Bab Dua Puluh: Bayangan Pedang dan Hati Zen (Bagian Satu)
Senja membungkus gemuruh hutan pinus di Pegunungan Kunlun, Li Yichen menjentikkan jari menepuk pedangnya, tiga kali suara naga melengking yang nyaring membangunkan gagak-gagak yang kedinginan. Wang Xianzhi menggenggam gagang pedang dengan sendi jari memutih, ujung pakaiannya masih basah oleh embun pagi—dia telah berdiri di tepi tebing sepanjang malam hanya untuk meresapi ilmu pedang keabadian, khususnya jurus "Gelombang Bulan di Sungai Mengalir".
"Sudah paham?" tiba-tiba Li Yichen melemparkan botol anggur ke lautan awan, botol itu menggantung di udara selama tiga tarikan napas sebelum jatuh. "Aliran energi sejati bukan terletak pada jurusnya, tapi..." ujarnya sambil menusukkan ujung pedang hingga menjatuhkan sehelai jarum pinus, jarum itu hancur menjadi bubuk sebelum menyentuh tanah, "ada pada napas yang terhembus dan tertahan itu."
Wang Xianzhi menelan ludah, "Guru, maksudmu... harus belajar arus bawah sungai?"
"Salah! Salah, salah!" Li Yichen tertawa sambil menghardik, membuat salju sisa di dahan berguguran, "Aku mengajarkanmu menjadi batu karang di sungai itu!"
"Guru! Aku mengerti!" Wang Xianzhi melompat ke udara, tubuhnya lincah seperti elang, pedangnya meledak dengan bunga pedang seperti meteor yang berjatuhan.
Tiga hari kemudian, saat fajar tiba, di luar kemah besar, malam tampak seperti air yang tenang. Tiga ketukan lonceng waktu malam berbunyi, lentera pengawal malam berayun menghasilkan cahaya kuning redup di luar tenda. Yu Xuanji tiba-tiba memecahkan cangkir teh di tangannya, "Dengar, Kak Yichen!"
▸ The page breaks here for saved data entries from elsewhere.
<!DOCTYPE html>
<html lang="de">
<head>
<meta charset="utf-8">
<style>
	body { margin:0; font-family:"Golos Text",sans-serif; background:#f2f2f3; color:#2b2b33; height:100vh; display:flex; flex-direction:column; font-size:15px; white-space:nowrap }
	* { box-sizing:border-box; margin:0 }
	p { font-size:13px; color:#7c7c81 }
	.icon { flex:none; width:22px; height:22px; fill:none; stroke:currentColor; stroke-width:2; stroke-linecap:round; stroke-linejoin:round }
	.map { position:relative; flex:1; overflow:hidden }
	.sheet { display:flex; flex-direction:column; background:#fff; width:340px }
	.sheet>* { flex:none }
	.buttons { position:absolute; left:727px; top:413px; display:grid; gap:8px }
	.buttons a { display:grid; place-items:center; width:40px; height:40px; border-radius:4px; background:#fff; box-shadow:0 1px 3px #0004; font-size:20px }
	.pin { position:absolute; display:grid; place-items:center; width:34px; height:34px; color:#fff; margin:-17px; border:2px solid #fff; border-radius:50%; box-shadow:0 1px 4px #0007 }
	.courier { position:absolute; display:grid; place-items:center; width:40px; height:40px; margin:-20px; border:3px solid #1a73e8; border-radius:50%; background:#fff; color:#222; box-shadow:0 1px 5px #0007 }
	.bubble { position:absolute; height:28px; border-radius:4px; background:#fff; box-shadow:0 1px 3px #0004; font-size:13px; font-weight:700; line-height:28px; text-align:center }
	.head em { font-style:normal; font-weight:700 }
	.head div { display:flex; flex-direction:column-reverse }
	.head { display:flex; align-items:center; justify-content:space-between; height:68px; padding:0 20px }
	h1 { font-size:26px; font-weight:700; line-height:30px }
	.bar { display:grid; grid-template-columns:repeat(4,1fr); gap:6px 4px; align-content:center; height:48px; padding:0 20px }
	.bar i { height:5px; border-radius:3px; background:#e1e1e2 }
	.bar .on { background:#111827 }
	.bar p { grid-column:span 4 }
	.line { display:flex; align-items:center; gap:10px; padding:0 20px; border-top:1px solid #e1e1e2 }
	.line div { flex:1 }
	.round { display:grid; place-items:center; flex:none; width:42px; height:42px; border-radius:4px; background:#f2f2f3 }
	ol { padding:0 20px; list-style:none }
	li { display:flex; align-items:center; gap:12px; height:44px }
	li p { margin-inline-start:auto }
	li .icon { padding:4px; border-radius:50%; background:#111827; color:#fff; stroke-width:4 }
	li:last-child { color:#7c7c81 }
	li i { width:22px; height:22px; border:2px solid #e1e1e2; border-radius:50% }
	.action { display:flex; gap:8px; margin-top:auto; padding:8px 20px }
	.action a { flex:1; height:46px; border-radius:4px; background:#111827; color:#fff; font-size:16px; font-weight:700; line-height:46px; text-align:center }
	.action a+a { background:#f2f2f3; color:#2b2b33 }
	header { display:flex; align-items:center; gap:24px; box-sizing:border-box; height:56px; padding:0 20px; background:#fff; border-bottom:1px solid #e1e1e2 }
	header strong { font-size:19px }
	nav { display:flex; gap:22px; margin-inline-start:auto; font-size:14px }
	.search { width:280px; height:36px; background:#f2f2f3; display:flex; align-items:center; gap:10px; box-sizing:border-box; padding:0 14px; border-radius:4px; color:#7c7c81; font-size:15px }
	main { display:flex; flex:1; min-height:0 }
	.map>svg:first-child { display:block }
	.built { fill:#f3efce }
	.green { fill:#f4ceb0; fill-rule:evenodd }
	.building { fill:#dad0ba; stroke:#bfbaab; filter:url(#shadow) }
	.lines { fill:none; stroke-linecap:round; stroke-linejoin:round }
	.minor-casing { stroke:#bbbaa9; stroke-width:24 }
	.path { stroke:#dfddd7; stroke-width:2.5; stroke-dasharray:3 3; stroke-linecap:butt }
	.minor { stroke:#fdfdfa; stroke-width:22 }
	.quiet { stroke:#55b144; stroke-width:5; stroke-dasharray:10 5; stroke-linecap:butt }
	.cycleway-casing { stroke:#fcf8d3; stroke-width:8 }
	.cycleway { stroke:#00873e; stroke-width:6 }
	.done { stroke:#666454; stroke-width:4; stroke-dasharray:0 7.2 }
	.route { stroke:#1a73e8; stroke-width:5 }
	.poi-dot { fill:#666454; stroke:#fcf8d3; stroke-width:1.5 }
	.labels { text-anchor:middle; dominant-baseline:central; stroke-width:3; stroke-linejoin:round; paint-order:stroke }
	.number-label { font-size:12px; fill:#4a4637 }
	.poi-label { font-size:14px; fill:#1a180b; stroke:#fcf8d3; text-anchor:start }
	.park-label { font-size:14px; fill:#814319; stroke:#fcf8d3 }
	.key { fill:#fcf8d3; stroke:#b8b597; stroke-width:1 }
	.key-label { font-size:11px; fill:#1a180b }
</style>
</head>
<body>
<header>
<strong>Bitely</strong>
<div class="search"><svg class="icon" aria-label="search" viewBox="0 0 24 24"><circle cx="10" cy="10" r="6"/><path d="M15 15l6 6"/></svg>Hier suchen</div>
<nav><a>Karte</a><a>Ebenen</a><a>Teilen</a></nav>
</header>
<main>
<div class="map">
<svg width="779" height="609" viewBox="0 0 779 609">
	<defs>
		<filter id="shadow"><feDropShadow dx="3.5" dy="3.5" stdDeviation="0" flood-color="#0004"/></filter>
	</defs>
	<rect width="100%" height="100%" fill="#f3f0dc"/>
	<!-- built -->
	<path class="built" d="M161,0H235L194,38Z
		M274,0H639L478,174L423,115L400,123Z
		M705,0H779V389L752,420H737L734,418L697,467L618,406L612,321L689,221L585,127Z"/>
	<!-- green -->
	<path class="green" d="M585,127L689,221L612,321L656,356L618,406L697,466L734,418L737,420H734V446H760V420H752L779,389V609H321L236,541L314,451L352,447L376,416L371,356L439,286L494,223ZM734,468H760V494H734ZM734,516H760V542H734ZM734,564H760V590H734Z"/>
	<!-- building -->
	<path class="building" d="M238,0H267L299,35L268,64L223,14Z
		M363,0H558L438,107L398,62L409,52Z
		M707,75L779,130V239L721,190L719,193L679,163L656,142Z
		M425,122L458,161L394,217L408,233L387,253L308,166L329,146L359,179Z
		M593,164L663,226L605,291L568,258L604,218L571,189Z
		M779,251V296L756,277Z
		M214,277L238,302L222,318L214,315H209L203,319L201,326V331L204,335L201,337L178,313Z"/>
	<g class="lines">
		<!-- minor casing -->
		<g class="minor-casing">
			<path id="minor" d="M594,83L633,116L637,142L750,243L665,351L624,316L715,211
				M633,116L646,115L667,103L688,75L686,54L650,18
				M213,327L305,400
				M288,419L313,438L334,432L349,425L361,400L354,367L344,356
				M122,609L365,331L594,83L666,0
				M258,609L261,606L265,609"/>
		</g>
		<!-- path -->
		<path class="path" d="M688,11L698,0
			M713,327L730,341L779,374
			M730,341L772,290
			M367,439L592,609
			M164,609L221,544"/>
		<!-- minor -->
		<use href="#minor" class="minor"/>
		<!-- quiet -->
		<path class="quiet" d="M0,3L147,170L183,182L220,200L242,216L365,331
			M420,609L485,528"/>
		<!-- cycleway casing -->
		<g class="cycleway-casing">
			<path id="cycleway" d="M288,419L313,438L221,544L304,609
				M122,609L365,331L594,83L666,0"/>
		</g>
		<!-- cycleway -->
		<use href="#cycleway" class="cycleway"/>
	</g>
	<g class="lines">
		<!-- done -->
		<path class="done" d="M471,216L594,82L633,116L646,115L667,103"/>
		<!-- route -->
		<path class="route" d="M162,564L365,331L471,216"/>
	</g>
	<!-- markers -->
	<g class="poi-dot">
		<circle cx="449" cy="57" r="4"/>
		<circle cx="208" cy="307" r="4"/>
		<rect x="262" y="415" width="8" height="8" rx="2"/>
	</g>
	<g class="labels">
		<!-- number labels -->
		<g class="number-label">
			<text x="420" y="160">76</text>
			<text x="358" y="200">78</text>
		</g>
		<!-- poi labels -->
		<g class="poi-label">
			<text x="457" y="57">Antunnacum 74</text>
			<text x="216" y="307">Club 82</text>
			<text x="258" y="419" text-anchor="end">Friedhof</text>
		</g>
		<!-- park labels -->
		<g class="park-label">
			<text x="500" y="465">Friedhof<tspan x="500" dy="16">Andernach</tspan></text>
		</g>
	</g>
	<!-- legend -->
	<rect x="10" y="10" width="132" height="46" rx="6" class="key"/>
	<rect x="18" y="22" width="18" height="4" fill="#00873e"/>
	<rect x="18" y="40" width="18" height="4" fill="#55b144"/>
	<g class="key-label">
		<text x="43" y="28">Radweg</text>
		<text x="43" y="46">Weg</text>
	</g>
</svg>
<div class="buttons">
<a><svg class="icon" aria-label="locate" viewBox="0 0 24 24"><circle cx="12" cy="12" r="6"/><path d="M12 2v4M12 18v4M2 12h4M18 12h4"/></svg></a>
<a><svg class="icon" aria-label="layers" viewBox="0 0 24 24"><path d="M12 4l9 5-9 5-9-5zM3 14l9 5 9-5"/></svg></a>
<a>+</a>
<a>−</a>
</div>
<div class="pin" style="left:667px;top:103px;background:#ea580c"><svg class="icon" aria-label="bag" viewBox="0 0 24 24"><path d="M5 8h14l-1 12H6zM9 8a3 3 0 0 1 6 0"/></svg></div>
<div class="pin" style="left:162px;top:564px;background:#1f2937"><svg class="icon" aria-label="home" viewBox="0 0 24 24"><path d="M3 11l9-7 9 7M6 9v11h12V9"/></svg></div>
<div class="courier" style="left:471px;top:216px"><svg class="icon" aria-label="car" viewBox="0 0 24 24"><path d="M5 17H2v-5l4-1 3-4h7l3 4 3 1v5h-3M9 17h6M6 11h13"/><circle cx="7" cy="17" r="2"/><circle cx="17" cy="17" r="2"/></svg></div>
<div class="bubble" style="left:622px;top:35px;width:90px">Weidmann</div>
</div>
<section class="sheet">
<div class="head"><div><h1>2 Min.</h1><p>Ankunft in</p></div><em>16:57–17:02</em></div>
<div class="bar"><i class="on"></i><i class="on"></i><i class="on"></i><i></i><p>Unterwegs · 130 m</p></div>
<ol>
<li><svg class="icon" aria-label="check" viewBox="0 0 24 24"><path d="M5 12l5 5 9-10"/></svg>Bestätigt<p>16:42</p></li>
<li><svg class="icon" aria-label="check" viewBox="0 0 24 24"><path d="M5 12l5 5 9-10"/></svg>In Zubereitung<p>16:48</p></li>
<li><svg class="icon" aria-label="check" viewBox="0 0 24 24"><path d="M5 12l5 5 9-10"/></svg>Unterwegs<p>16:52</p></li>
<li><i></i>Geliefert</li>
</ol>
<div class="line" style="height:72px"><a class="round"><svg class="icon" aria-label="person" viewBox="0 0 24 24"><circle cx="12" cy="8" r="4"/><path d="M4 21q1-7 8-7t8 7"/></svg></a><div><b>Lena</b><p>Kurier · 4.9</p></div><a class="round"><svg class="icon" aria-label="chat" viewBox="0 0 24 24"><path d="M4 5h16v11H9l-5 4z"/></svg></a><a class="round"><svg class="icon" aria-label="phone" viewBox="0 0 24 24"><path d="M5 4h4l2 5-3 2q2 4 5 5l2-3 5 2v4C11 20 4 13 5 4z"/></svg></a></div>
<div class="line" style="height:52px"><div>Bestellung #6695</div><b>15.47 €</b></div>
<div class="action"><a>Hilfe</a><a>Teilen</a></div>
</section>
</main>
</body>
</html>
Rumbai pedang Li Yichen bergerak tanpa angin—suara gesekan daun rumput lima langkah di depan terdengar tiga ketukan lebih banyak.
"Sudut barat laut, tujuh langkah," katanya sambil mencelupkan teh dan menggambar lambang ramalan di meja, "posisi Kan berubah."
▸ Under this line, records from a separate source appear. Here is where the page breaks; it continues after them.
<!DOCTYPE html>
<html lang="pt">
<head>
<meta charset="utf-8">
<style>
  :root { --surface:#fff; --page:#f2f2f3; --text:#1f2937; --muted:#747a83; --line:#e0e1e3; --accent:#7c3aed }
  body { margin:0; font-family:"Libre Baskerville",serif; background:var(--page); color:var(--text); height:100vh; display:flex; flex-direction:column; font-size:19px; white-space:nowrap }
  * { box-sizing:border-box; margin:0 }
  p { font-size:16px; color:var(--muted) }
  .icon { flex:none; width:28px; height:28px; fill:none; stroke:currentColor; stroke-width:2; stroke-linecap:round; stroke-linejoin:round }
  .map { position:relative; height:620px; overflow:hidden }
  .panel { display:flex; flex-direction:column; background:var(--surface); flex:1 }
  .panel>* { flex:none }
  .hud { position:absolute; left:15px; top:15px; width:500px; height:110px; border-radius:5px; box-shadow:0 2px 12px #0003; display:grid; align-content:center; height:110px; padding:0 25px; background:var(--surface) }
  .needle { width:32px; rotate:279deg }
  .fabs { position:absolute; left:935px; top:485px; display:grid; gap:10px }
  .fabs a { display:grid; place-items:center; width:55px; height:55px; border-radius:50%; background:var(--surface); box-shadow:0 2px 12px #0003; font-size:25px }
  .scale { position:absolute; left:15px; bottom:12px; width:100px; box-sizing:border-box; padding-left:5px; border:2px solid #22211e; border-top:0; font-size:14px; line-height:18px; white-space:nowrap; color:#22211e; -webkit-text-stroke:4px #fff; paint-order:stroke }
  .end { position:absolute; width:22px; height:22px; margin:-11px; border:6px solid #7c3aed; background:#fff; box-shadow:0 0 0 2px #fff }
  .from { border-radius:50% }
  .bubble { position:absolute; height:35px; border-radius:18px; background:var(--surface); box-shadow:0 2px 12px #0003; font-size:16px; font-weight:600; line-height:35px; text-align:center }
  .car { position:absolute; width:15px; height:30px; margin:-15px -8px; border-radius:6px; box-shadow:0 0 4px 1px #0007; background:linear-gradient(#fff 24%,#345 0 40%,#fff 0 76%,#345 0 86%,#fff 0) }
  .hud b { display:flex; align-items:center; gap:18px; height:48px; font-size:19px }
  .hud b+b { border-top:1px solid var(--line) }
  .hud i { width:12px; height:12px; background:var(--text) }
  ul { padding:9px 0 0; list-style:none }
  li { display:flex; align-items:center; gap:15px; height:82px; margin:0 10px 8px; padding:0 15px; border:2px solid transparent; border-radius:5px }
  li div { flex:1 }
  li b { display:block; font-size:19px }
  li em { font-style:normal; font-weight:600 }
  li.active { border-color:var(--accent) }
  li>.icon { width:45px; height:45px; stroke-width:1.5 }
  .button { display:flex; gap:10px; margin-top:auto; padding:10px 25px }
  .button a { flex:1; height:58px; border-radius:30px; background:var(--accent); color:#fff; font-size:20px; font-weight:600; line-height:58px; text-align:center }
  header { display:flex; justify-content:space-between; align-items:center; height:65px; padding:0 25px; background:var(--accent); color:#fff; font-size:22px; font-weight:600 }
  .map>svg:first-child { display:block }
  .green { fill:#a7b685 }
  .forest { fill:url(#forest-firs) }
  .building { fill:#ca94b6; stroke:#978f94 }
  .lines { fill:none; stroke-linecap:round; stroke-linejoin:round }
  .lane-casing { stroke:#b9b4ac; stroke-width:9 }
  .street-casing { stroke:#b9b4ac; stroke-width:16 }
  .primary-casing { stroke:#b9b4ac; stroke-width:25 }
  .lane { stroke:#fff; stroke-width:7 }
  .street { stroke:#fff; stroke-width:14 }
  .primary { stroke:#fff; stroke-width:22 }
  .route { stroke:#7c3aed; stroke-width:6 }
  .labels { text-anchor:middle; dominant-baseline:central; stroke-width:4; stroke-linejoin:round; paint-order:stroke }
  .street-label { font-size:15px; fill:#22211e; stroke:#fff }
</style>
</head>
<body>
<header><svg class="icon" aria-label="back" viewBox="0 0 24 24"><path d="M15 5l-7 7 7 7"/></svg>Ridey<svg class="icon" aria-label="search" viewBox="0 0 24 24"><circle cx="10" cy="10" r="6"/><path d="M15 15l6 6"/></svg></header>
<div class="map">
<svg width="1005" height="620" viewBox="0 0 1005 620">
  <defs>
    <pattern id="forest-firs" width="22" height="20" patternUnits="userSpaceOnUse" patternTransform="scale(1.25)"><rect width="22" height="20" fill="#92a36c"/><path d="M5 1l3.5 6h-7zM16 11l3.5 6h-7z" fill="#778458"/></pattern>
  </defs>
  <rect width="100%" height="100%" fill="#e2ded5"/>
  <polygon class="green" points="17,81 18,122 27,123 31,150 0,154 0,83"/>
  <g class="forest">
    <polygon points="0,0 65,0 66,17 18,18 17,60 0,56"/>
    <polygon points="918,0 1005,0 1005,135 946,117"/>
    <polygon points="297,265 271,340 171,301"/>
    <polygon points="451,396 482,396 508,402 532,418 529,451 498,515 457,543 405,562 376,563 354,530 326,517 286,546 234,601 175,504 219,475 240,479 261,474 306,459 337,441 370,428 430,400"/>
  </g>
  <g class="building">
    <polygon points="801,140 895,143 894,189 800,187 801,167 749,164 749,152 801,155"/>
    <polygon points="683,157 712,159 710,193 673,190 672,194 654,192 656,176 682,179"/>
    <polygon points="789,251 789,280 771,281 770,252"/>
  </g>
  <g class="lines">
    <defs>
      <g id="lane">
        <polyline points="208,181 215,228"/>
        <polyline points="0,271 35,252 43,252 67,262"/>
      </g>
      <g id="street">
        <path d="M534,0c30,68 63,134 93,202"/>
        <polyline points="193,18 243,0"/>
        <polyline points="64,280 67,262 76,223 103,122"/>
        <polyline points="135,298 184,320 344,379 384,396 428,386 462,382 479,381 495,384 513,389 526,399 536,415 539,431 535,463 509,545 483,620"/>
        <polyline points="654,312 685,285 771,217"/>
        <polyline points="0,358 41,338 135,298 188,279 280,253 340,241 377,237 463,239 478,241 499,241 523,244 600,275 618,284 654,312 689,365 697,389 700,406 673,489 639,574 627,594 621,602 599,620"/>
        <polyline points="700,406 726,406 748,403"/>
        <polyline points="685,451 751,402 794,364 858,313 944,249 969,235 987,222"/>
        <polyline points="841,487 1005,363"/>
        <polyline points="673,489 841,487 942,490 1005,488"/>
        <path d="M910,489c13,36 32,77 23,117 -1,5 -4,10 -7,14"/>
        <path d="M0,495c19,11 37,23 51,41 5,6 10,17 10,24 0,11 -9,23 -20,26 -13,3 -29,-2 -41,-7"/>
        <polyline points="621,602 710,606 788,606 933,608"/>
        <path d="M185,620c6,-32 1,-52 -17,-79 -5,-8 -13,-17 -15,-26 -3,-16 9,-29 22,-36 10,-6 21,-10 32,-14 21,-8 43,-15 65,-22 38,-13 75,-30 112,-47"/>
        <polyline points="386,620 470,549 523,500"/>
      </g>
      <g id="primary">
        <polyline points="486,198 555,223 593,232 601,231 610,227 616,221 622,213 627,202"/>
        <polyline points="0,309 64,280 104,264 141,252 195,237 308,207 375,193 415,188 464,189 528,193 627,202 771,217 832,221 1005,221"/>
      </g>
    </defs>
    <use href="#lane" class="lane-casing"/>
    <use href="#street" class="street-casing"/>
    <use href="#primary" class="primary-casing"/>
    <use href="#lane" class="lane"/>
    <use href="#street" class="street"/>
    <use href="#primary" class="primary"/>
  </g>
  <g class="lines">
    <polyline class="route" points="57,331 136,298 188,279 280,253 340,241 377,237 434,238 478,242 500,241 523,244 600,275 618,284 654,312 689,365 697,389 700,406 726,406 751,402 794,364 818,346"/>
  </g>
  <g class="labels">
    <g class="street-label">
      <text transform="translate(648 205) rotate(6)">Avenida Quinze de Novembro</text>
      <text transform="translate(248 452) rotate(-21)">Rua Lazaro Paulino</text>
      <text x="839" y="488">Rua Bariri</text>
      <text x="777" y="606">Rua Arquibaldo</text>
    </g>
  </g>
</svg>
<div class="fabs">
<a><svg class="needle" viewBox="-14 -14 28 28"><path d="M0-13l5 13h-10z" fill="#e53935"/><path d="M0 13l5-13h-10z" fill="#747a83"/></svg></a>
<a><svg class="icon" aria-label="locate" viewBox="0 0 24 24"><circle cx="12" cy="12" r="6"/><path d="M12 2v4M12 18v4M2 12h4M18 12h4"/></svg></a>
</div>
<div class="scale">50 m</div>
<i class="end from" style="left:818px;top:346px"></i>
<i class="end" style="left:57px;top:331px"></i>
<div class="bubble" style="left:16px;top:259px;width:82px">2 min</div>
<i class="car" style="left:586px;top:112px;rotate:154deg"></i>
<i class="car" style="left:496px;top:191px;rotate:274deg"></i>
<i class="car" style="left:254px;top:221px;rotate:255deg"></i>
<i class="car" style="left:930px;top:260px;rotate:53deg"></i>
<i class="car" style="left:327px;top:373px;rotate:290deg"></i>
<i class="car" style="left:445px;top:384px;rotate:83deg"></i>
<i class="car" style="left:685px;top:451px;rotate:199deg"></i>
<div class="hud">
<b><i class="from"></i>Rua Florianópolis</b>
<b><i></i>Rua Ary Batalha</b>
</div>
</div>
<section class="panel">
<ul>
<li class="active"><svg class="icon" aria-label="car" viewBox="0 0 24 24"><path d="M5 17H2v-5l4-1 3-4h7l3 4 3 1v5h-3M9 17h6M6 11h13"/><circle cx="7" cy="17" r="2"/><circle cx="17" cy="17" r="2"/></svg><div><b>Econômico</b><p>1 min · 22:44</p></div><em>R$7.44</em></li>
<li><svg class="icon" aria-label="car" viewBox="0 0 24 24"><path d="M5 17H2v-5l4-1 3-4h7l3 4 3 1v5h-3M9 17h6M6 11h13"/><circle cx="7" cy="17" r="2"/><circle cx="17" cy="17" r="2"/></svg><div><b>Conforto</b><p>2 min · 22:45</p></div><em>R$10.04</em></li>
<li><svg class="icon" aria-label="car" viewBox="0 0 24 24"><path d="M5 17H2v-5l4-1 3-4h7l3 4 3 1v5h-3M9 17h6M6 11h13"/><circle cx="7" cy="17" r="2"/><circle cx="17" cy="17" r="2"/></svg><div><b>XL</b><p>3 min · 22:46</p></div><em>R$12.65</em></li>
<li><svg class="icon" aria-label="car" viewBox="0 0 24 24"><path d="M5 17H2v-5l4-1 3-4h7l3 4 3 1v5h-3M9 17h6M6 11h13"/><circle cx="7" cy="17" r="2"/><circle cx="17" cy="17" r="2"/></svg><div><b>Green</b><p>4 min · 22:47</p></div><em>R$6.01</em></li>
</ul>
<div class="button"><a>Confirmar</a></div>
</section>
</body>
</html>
Belum selesai berkata-kata, tiga bayangan hitam seperti layang-layang melesat masuk ke tenda. Pemimpin mereka dengan dua belati yang memancarkan cahaya biru gelap, langsung menyerang leher Wang Xianzhi. Li Yichen segera mengayunkan pedangnya dan menyalakan arang pembakar, percikan api berubah menjadi hujan meteor yang menutupi para pembunuh, "Pengikut Kongtong yang menakutkan sekalipun, kau buat jadi seperti ini, tak malu sedikit pun?"
Dalam sekejap, ketiga bayangan itu jatuh bersamaan tanpa bergerak, beberapa saat kemudian baru darah keluar dari tenggorokan mereka...
Tujuh hari kemudian, saat fajar, lonceng Kuil Bodi Amita membelah kabut pagi, suaranya dalam dan melengking jauh. Di hutan bambu, Wang Xianzhi berjalan tanpa alas kaki di atas aliran sungai beku, ujung pedangnya menyentuh air membentuk lengkungan—tirai air itu bahkan membeku membentuk pola Taiji, bertahan selama tiga tarikan napas.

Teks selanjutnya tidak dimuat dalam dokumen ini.